GIVEN DATA section start
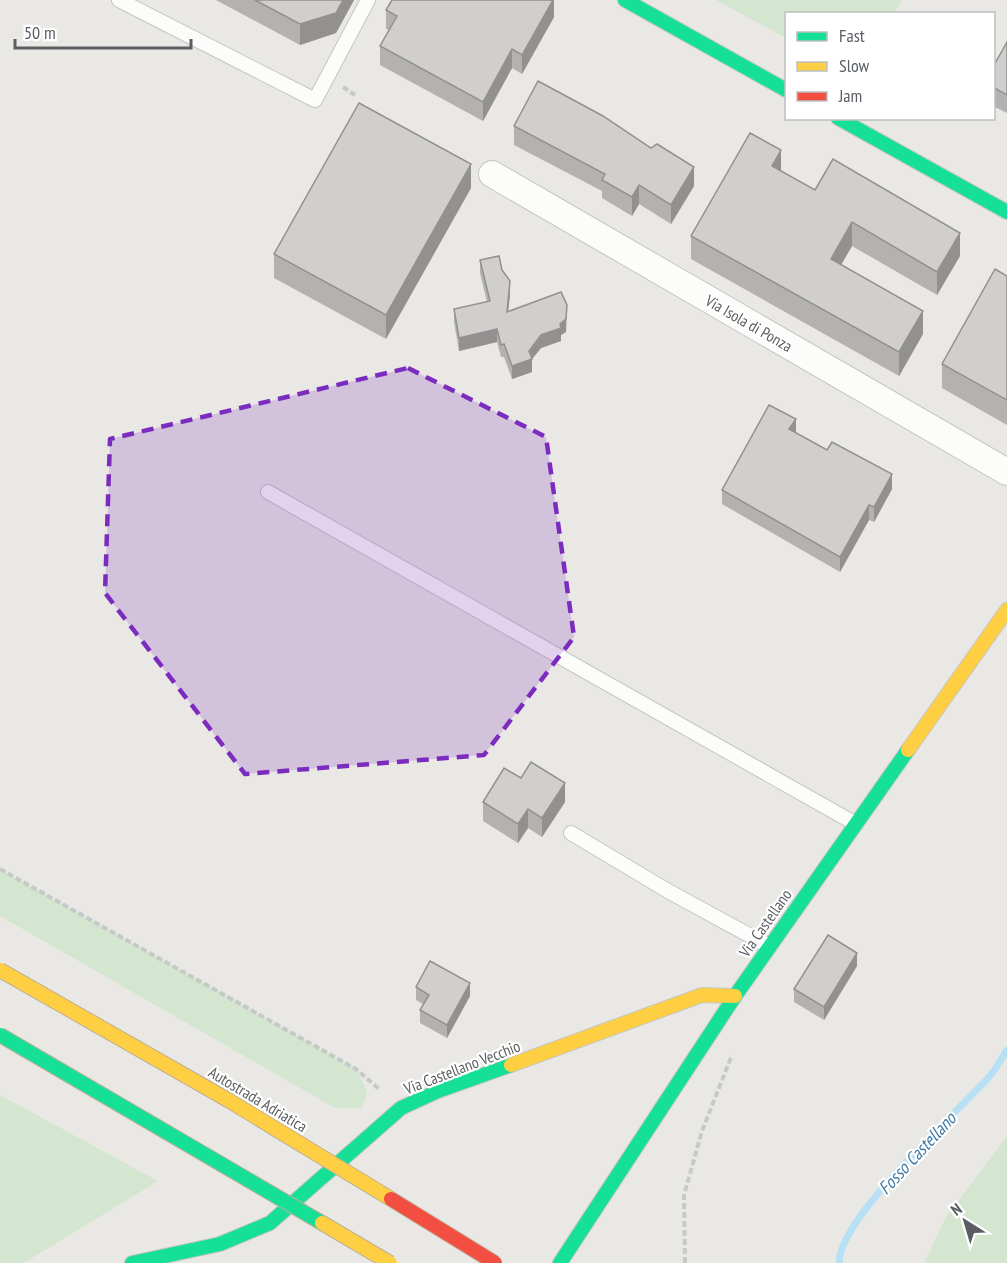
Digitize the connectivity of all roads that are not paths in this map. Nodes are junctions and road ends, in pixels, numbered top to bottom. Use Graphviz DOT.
graph roads {
  1 [pos="119,0"];
  2 [pos="368,0"];
  3 [pos="625,0"];
  4 [pos="785,89"];
  5 [pos="842,120"];
  6 [pos="492,174"];
  7 [pos="1007,212"];
  8 [pos="1007,472"];
  9 [pos="268,492"];
  10 [pos="1007,610"];
  11 [pos="856,824"];
  12 [pos="571,833"];
  13 [pos="769,946"];
  14 [pos="0,970"];
  15 [pos="735,996"];
  16 [pos="0,1035"];
  17 [pos="132,1263"];
  18 [pos="390,1263"];
  19 [pos="495,1263"];
  20 [pos="560,1263"];
  1 -- 2 [label="lane"];
  3 -- 4 [label="main road"];
  5 -- 7 [label="main road"];
  6 -- 8 [label="street, Via Isola di Ponza"];
  9 -- 11 [label="lane"];
  10 -- 11 [label="main road, Via Castellano"];
  11 -- 13 [label="main road, Via Castellano"];
  12 -- 13 [label="lane"];
  13 -- 15 [label="main road, Via Castellano"];
  14 -- 19 [label="main road, Autostrada Adriatica, bridge"];
  15 -- 17 [label="main road, Via Castellano Vecchio"];
  15 -- 20 [label="main road, Via Castellano"];
  16 -- 18 [label="main road, bridge"];
}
GIVEN DATA section end
- WHAT NEEDS TO BE DONE -
Every line above has to be output exactly; the pictures must be dropped.

- SOLUTION TO THIS PROBLEM -
Digitize the connectivity of all roads that are not paths in this map. Nodes are junctions and road ends, in pixels, numbered top to bottom. Use Graphviz DOT.
graph roads {
  1 [pos="119,0"];
  2 [pos="368,0"];
  3 [pos="625,0"];
  4 [pos="785,89"];
  5 [pos="842,120"];
  6 [pos="492,174"];
  7 [pos="1007,212"];
  8 [pos="1007,472"];
  9 [pos="268,492"];
  10 [pos="1007,610"];
  11 [pos="856,824"];
  12 [pos="571,833"];
  13 [pos="769,946"];
  14 [pos="0,970"];
  15 [pos="735,996"];
  16 [pos="0,1035"];
  17 [pos="132,1263"];
  18 [pos="390,1263"];
  19 [pos="495,1263"];
  20 [pos="560,1263"];
  1 -- 2 [label="lane"];
  3 -- 4 [label="main road"];
  5 -- 7 [label="main road"];
  6 -- 8 [label="street, Via Isola di Ponza"];
  9 -- 11 [label="lane"];
  10 -- 11 [label="main road, Via Castellano"];
  11 -- 13 [label="main road, Via Castellano"];
  12 -- 13 [label="lane"];
  13 -- 15 [label="main road, Via Castellano"];
  14 -- 19 [label="main road, Autostrada Adriatica, bridge"];
  15 -- 17 [label="main road, Via Castellano Vecchio"];
  15 -- 20 [label="main road, Via Castellano"];
  16 -- 18 [label="main road, bridge"];
}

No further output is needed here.